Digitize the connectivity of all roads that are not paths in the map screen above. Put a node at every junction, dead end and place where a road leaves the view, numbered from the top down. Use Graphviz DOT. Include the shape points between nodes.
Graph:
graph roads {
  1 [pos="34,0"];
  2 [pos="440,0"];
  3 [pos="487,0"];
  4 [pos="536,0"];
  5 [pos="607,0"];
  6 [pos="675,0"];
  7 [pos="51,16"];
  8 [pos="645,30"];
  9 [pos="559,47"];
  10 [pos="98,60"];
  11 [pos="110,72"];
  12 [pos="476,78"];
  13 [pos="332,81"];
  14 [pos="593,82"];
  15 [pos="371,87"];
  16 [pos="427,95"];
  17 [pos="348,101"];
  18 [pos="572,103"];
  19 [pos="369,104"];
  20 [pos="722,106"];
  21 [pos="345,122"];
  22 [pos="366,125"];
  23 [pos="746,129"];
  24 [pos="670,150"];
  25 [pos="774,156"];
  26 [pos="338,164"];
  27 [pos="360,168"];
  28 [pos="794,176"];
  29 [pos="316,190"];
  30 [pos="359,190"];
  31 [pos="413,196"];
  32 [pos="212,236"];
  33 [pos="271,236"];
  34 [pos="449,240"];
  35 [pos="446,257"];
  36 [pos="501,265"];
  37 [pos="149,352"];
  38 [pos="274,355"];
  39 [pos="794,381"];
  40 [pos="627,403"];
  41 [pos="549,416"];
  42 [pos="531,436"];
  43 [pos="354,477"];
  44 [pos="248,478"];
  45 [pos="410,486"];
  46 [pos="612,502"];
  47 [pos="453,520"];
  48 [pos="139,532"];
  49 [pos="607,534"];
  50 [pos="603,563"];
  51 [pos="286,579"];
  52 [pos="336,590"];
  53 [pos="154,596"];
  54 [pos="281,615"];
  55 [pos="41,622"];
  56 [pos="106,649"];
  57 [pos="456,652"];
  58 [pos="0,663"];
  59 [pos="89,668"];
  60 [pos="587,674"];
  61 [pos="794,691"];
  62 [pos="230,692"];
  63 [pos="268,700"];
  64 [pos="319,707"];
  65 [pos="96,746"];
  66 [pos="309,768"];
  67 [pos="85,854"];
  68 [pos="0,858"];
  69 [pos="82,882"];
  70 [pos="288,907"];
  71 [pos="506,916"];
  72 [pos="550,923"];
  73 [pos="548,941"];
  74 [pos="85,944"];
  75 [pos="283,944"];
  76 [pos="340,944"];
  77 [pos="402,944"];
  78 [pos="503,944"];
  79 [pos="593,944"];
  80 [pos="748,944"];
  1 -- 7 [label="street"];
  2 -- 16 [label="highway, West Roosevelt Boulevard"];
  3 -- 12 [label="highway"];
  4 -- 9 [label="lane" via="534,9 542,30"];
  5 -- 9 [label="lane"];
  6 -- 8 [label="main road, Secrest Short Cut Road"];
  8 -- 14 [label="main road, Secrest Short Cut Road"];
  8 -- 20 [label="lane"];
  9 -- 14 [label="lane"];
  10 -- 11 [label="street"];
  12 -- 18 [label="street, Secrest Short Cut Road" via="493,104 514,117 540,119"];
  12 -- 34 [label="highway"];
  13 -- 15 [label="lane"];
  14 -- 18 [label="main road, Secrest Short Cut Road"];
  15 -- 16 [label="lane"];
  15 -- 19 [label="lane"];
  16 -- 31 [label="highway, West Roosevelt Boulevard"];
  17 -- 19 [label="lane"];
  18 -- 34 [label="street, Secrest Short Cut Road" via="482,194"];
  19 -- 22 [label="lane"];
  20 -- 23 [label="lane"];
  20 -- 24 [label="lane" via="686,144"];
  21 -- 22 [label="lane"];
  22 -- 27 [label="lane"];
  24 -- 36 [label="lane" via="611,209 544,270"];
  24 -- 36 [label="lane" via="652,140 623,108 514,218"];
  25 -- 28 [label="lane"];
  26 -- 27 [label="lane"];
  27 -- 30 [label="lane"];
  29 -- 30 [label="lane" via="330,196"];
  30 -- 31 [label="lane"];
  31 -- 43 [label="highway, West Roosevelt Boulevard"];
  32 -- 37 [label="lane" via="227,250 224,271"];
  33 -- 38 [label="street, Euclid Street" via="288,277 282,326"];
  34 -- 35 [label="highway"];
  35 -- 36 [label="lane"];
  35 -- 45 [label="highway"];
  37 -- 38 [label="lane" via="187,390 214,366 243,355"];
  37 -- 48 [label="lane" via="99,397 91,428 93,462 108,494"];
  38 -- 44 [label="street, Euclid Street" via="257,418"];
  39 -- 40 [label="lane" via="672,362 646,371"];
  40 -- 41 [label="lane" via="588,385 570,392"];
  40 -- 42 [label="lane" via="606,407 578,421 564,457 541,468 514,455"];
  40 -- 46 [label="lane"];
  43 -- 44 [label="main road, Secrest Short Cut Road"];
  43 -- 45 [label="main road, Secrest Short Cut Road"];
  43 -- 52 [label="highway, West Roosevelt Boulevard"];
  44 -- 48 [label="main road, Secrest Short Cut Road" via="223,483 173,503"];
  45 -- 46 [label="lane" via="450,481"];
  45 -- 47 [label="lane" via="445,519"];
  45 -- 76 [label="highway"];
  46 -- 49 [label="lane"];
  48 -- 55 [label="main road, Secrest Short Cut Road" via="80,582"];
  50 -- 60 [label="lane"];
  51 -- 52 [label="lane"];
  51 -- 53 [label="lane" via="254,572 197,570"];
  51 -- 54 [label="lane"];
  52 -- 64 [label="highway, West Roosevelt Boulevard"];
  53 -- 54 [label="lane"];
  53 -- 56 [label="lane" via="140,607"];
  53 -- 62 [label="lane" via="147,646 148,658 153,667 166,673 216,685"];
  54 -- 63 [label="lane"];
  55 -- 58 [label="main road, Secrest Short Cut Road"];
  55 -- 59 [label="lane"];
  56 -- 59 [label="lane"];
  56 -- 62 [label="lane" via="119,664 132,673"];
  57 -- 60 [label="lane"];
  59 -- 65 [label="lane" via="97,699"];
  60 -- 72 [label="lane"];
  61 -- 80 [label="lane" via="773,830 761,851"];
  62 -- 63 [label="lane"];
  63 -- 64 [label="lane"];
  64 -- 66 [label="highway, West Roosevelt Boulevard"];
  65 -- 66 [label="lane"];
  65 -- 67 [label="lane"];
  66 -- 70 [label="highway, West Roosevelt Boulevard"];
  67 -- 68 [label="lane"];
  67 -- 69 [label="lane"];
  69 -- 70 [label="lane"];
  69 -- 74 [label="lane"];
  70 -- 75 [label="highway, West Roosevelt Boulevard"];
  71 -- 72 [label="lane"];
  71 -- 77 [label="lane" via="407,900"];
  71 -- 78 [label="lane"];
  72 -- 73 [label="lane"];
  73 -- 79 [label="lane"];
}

Exercise directions:
Take the entries above and copy them out exactly.

Reply:
Digitize the connectivity of all roads that are not paths in the map screen above. Put a node at every junction, dead end and place where a road leaves the view, numbered from the top down. Use Graphviz DOT. Include the shape points between nodes.
Graph:
graph roads {
  1 [pos="34,0"];
  2 [pos="440,0"];
  3 [pos="487,0"];
  4 [pos="536,0"];
  5 [pos="607,0"];
  6 [pos="675,0"];
  7 [pos="51,16"];
  8 [pos="645,30"];
  9 [pos="559,47"];
  10 [pos="98,60"];
  11 [pos="110,72"];
  12 [pos="476,78"];
  13 [pos="332,81"];
  14 [pos="593,82"];
  15 [pos="371,87"];
  16 [pos="427,95"];
  17 [pos="348,101"];
  18 [pos="572,103"];
  19 [pos="369,104"];
  20 [pos="722,106"];
  21 [pos="345,122"];
  22 [pos="366,125"];
  23 [pos="746,129"];
  24 [pos="670,150"];
  25 [pos="774,156"];
  26 [pos="338,164"];
  27 [pos="360,168"];
  28 [pos="794,176"];
  29 [pos="316,190"];
  30 [pos="359,190"];
  31 [pos="413,196"];
  32 [pos="212,236"];
  33 [pos="271,236"];
  34 [pos="449,240"];
  35 [pos="446,257"];
  36 [pos="501,265"];
  37 [pos="149,352"];
  38 [pos="274,355"];
  39 [pos="794,381"];
  40 [pos="627,403"];
  41 [pos="549,416"];
  42 [pos="531,436"];
  43 [pos="354,477"];
  44 [pos="248,478"];
  45 [pos="410,486"];
  46 [pos="612,502"];
  47 [pos="453,520"];
  48 [pos="139,532"];
  49 [pos="607,534"];
  50 [pos="603,563"];
  51 [pos="286,579"];
  52 [pos="336,590"];
  53 [pos="154,596"];
  54 [pos="281,615"];
  55 [pos="41,622"];
  56 [pos="106,649"];
  57 [pos="456,652"];
  58 [pos="0,663"];
  59 [pos="89,668"];
  60 [pos="587,674"];
  61 [pos="794,691"];
  62 [pos="230,692"];
  63 [pos="268,700"];
  64 [pos="319,707"];
  65 [pos="96,746"];
  66 [pos="309,768"];
  67 [pos="85,854"];
  68 [pos="0,858"];
  69 [pos="82,882"];
  70 [pos="288,907"];
  71 [pos="506,916"];
  72 [pos="550,923"];
  73 [pos="548,941"];
  74 [pos="85,944"];
  75 [pos="283,944"];
  76 [pos="340,944"];
  77 [pos="402,944"];
  78 [pos="503,944"];
  79 [pos="593,944"];
  80 [pos="748,944"];
  1 -- 7 [label="street"];
  2 -- 16 [label="highway, West Roosevelt Boulevard"];
  3 -- 12 [label="highway"];
  4 -- 9 [label="lane" via="534,9 542,30"];
  5 -- 9 [label="lane"];
  6 -- 8 [label="main road, Secrest Short Cut Road"];
  8 -- 14 [label="main road, Secrest Short Cut Road"];
  8 -- 20 [label="lane"];
  9 -- 14 [label="lane"];
  10 -- 11 [label="street"];
  12 -- 18 [label="street, Secrest Short Cut Road" via="493,104 514,117 540,119"];
  12 -- 34 [label="highway"];
  13 -- 15 [label="lane"];
  14 -- 18 [label="main road, Secrest Short Cut Road"];
  15 -- 16 [label="lane"];
  15 -- 19 [label="lane"];
  16 -- 31 [label="highway, West Roosevelt Boulevard"];
  17 -- 19 [label="lane"];
  18 -- 34 [label="street, Secrest Short Cut Road" via="482,194"];
  19 -- 22 [label="lane"];
  20 -- 23 [label="lane"];
  20 -- 24 [label="lane" via="686,144"];
  21 -- 22 [label="lane"];
  22 -- 27 [label="lane"];
  24 -- 36 [label="lane" via="611,209 544,270"];
  24 -- 36 [label="lane" via="652,140 623,108 514,218"];
  25 -- 28 [label="lane"];
  26 -- 27 [label="lane"];
  27 -- 30 [label="lane"];
  29 -- 30 [label="lane" via="330,196"];
  30 -- 31 [label="lane"];
  31 -- 43 [label="highway, West Roosevelt Boulevard"];
  32 -- 37 [label="lane" via="227,250 224,271"];
  33 -- 38 [label="street, Euclid Street" via="288,277 282,326"];
  34 -- 35 [label="highway"];
  35 -- 36 [label="lane"];
  35 -- 45 [label="highway"];
  37 -- 38 [label="lane" via="187,390 214,366 243,355"];
  37 -- 48 [label="lane" via="99,397 91,428 93,462 108,494"];
  38 -- 44 [label="street, Euclid Street" via="257,418"];
  39 -- 40 [label="lane" via="672,362 646,371"];
  40 -- 41 [label="lane" via="588,385 570,392"];
  40 -- 42 [label="lane" via="606,407 578,421 564,457 541,468 514,455"];
  40 -- 46 [label="lane"];
  43 -- 44 [label="main road, Secrest Short Cut Road"];
  43 -- 45 [label="main road, Secrest Short Cut Road"];
  43 -- 52 [label="highway, West Roosevelt Boulevard"];
  44 -- 48 [label="main road, Secrest Short Cut Road" via="223,483 173,503"];
  45 -- 46 [label="lane" via="450,481"];
  45 -- 47 [label="lane" via="445,519"];
  45 -- 76 [label="highway"];
  46 -- 49 [label="lane"];
  48 -- 55 [label="main road, Secrest Short Cut Road" via="80,582"];
  50 -- 60 [label="lane"];
  51 -- 52 [label="lane"];
  51 -- 53 [label="lane" via="254,572 197,570"];
  51 -- 54 [label="lane"];
  52 -- 64 [label="highway, West Roosevelt Boulevard"];
  53 -- 54 [label="lane"];
  53 -- 56 [label="lane" via="140,607"];
  53 -- 62 [label="lane" via="147,646 148,658 153,667 166,673 216,685"];
  54 -- 63 [label="lane"];
  55 -- 58 [label="main road, Secrest Short Cut Road"];
  55 -- 59 [label="lane"];
  56 -- 59 [label="lane"];
  56 -- 62 [label="lane" via="119,664 132,673"];
  57 -- 60 [label="lane"];
  59 -- 65 [label="lane" via="97,699"];
  60 -- 72 [label="lane"];
  61 -- 80 [label="lane" via="773,830 761,851"];
  62 -- 63 [label="lane"];
  63 -- 64 [label="lane"];
  64 -- 66 [label="highway, West Roosevelt Boulevard"];
  65 -- 66 [label="lane"];
  65 -- 67 [label="lane"];
  66 -- 70 [label="highway, West Roosevelt Boulevard"];
  67 -- 68 [label="lane"];
  67 -- 69 [label="lane"];
  69 -- 70 [label="lane"];
  69 -- 74 [label="lane"];
  70 -- 75 [label="highway, West Roosevelt Boulevard"];
  71 -- 72 [label="lane"];
  71 -- 77 [label="lane" via="407,900"];
  71 -- 78 [label="lane"];
  72 -- 73 [label="lane"];
  73 -- 79 [label="lane"];
}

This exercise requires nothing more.